For the first period of clinical trial (period 1), study subjects were admitted to the Clinical Trial Center for Functional Foods in Chonbuk National University Hospital by 7:00 PM on the 1st day. The subjects fasted with the exception of drinking water after the initial dinner that was provided by the center. At approximately 9:00 AM on the 2nd day, all the subjects who had been fasting consumed a control diet based on their randomly assigned group. A control diet was composed of the same amount of glucose with the carbohydrate content in corresponding test meal. Caloric and nutritional composition of each test meal is as follows: Korean 1 (Bibimbap) 588 kcal (carbohydrates 86.1 g, protein 24.6 g, and fat 16.53 g), Korean 2 (Kimbap) 598.7 kcal (carbohydrates 83.1 g, protein 27.6 g, and fat 17.14 g), Western 1 (pork cutlet) 602.2 kcal (carbohydrates 66.4 g, protein 28.4 g, and fat 23.2 g), Western 2 (hamburger) 586 kcal (carbohydrates 63.2 g, protein 30.6 g, and fat 23.2 g). The ingredients of the test meal were produced in the same region to ensure the consistency of the quality. They were also stored for a minimal amount of time within the expiration date. The cooking methods were also kept consistent by establishing a standard method for meal preparation regarding intensity of the cooking fire and cooking time. This standard was used for each preparation. The study subjects consumed the provided control diet within 2 minutes.

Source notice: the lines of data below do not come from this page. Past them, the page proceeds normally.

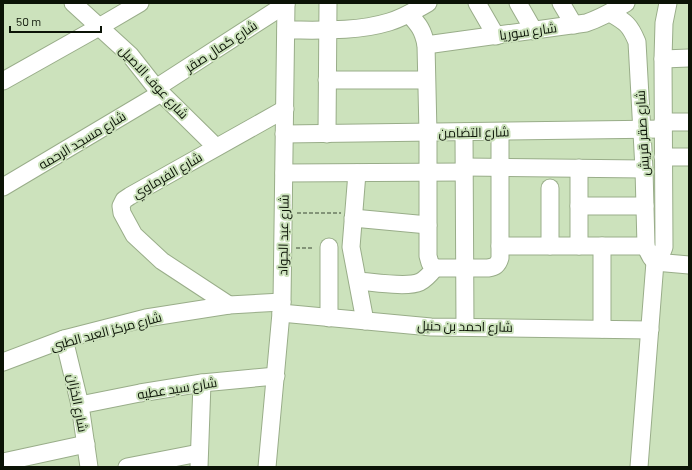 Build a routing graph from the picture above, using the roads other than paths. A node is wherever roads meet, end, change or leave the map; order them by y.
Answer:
1 (73, 3) edge
2 (140, 3) edge
3 (328, 3) edge
4 (428, 3) edge
5 (477, 3) edge
6 (518, 3) edge
7 (561, 3) edge
8 (626, 3) edge
9 (668, 3) edge
10 (286, 4) edge
11 (610, 13) junction
12 (409, 14) junction
13 (574, 25) junction
14 (99, 27) junction
15 (286, 30) junction
16 (328, 30) junction
17 (534, 31) junction
18 (496, 36) junction
19 (426, 45) junction
20 (689, 58) edge
21 (663, 59) junction
22 (327, 80) junction
23 (426, 80) junction
24 (3, 81) edge
25 (159, 90) junction
26 (285, 109) junction
27 (689, 122) edge
28 (663, 126) junction
29 (642, 130) junction
30 (464, 132) junction
31 (500, 132) junction
32 (428, 133) junction
33 (284, 134) junction
34 (327, 134) junction
35 (216, 147) junction
36 (663, 157) junction
37 (689, 157) edge
38 (500, 167) junction
39 (579, 168) junction
40 (464, 169) junction
41 (644, 169) junction
42 (357, 172) junction
43 (428, 172) junction
44 (284, 173) junction
45 (3, 187) edge
46 (550, 188) dead end
47 (579, 206) junction
48 (645, 206) junction
49 (354, 216) junction
50 (428, 225) junction
51 (500, 246) junction
52 (550, 246) junction
53 (579, 246) junction
54 (602, 246) junction
55 (646, 246) junction
56 (329, 248) dead end
57 (655, 262) junction
58 (689, 264) edge
59 (436, 268) junction
60 (464, 268) junction
61 (358, 281) junction
62 (230, 305) junction
63 (282, 308) junction
64 (329, 318) junction
65 (365, 321) junction
66 (465, 327) junction
67 (602, 329) junction
68 (650, 330) junction
69 (64, 339) junction
70 (3, 362) edge
71 (276, 376) junction
72 (202, 383) junction
73 (80, 405) junction
74 (86, 444) junction
75 (199, 460) edge
76 (9, 463) edge
77 (89, 467) edge
78 (127, 467) edge
79 (267, 467) edge
80 (639, 467) edge

1 - 14 street, شارع عوف الاصيل
2 - 14 street
3 - 16 street
4 - 12 street
5 - 18 street
6 - 17 street
7 - 13 street
8 - 11 street, شارع سوريا
9 - 21 street, شارع صقر قريش
10 - 15 street, شارع عبد الجواد
10 - 25 street, شارع كمال صقر
11 - 13 street, شارع سوريا
11 - 29 street, شارع صقر قريش
12 - 16 street
12 - 19 street
13 - 17 street, شارع سوريا
14 - 24 street
14 - 25 street, شارع عوف الاصيل
15 - 16 street
15 - 26 street, شارع عبد الجواد
16 - 22 street
17 - 18 street, شارع سوريا
18 - 19 street, شارع سوريا
19 - 23 street
20 - 21 street
21 - 28 street, شارع صقر قريش
22 - 23 street
22 - 34 street
23 - 32 street
25 - 35 street, شارع عوف الاصيل
25 - 45 street, شارع مسجد الرحمه
26 - 33 street, شارع عبد الجواد
26 - 35 street, شارع الفرماوي
27 - 28 street, شارع التضامن
28 - 29 street, شارع التضامن
28 - 36 street, شارع صقر قريش
29 - 31 street, شارع التضامن
29 - 41 street, شارع صقر قريش
30 - 31 street, شارع التضامن
30 - 32 street, شارع التضامن
30 - 40 street
31 - 38 street
32 - 34 street, شارع التضامن
32 - 43 street
33 - 34 street, شارع التضامن
33 - 44 street, شارع عبد الجواد
35 - 62 street, شارع الفرماوي
36 - 37 street
36 - 57 street, شارع صقر قريش
38 - 39 street
38 - 40 street
38 - 51 street
39 - 41 street
39 - 47 street
40 - 43 street
40 - 60 street
41 - 48 street, شارع صقر قريش
42 - 43 street
42 - 44 street
42 - 49 street
43 - 50 street
44 - 63 street, شارع عبد الجواد
46 - 52 street
47 - 48 street
47 - 53 street
48 - 55 street, شارع صقر قريش
49 - 50 street
49 - 61 street
50 - 59 street
51 - 52 street
51 - 60 street
52 - 53 street
53 - 54 street
54 - 55 street
54 - 67 street
55 - 57 street, شارع صقر قريش
56 - 64 street
57 - 58 street
57 - 68 street, شارع صقر قريش
59 - 60 street
59 - 61 street
60 - 66 street
61 - 65 street
62 - 63 street, شارع مركز العبد الطبى
62 - 69 street, شارع مركز العبد الطبى
63 - 64 street, شارع احمد بن حنبل
63 - 71 street, شارع عبد الجواد
64 - 65 street, شارع احمد بن حنبل
65 - 66 street, شارع احمد بن حنبل
66 - 67 street, شارع احمد بن حنبل
67 - 68 street, شارع احمد بن حنبل
68 - 80 street, شارع صقر قريش
69 - 70 street, شارع مركز العبد الطبى
69 - 73 street, شارع الخزان
71 - 72 street, شارع سيد عطيه
71 - 79 street, شارع عبد الجواد
72 - 73 street, شارع سيد عطيه
72 - 75 street
73 - 74 street, شارع الخزان
74 - 76 street
74 - 77 street, شارع الخزان
75 - 78 street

They were prohibited from consuming anything besides water after dinner on the 2nd day and provided the test meal on 9 AM in the next morning according to the group. The menu of each test meal was designed to include representative dishes for common types of cuisine: Korean 1 (Bibimbap), Korean 2 (Kimbap), Western 1 (pork cutlet), and Western 2 (hamburger) (the study subjects were instructed to consume the test meal within 15 minutes). After the end of the period 1, all the subjects were discharged and 6-day's resting period was followed by the period 2. For the period 2, subjects were admitted again and provied the control diet and test meal according to the same method in period 1. Period 3 and 4 were carried out in sequence with intervening 6-day's resting period.
The self-monitoring of blood glucose unit used for continuous blood glucose measurement needed for the study was a CGMS model from Medtronic (Northridge, CA, USA). Data was collected by inserting the blood sugar sensor under the skin using plasma calibration with an auto biochemistry machine (Hitachi 7600-11; Hitachi, Tokyo, Japan) which was measured and analyzed using the hexokinase method. For this process, blood glucose measurements were taken 4 times a day and inputted into the CGMS. Continuous blood glucose measurements were taken on day one (and on the 2nd, 8th, 9th, 15th, 16th, 22nd, 23rd day) between hour 0 (before the meal) and hour 4 every 5 minutes. Blood samples for measurement of blood glucose and insulin was taken on day one (and 2nd, 8th, 9th, 15th, 16th, 22nd, 23rd day) at hour 0 (before the meal), hour 0.25, hour 0.5, hour 0.75, hour 1, hour 2, and hour 4. A blood sample of 1 mL was taken from brachial veins without the use of a catheter due to the characteristics of the research methods.
Statistical analysis
Statistical analysis was performed using the following methods using a significance level of 0.05 (average ± standard deviation) with SPSS (SPSS Inc., Chicago, IL, USA), SAS (SAS Institute, Cary, NC, USA) and/or S-plus (TIBCO, Palo Alto, CA, USA) statistical software. Demographic statistical analysis of participants of the clinical trial was carried out to ensure random sampling. Participant age, height, body weight, and alcohol and caffeine consumption information was collected for demographic statistical analysis.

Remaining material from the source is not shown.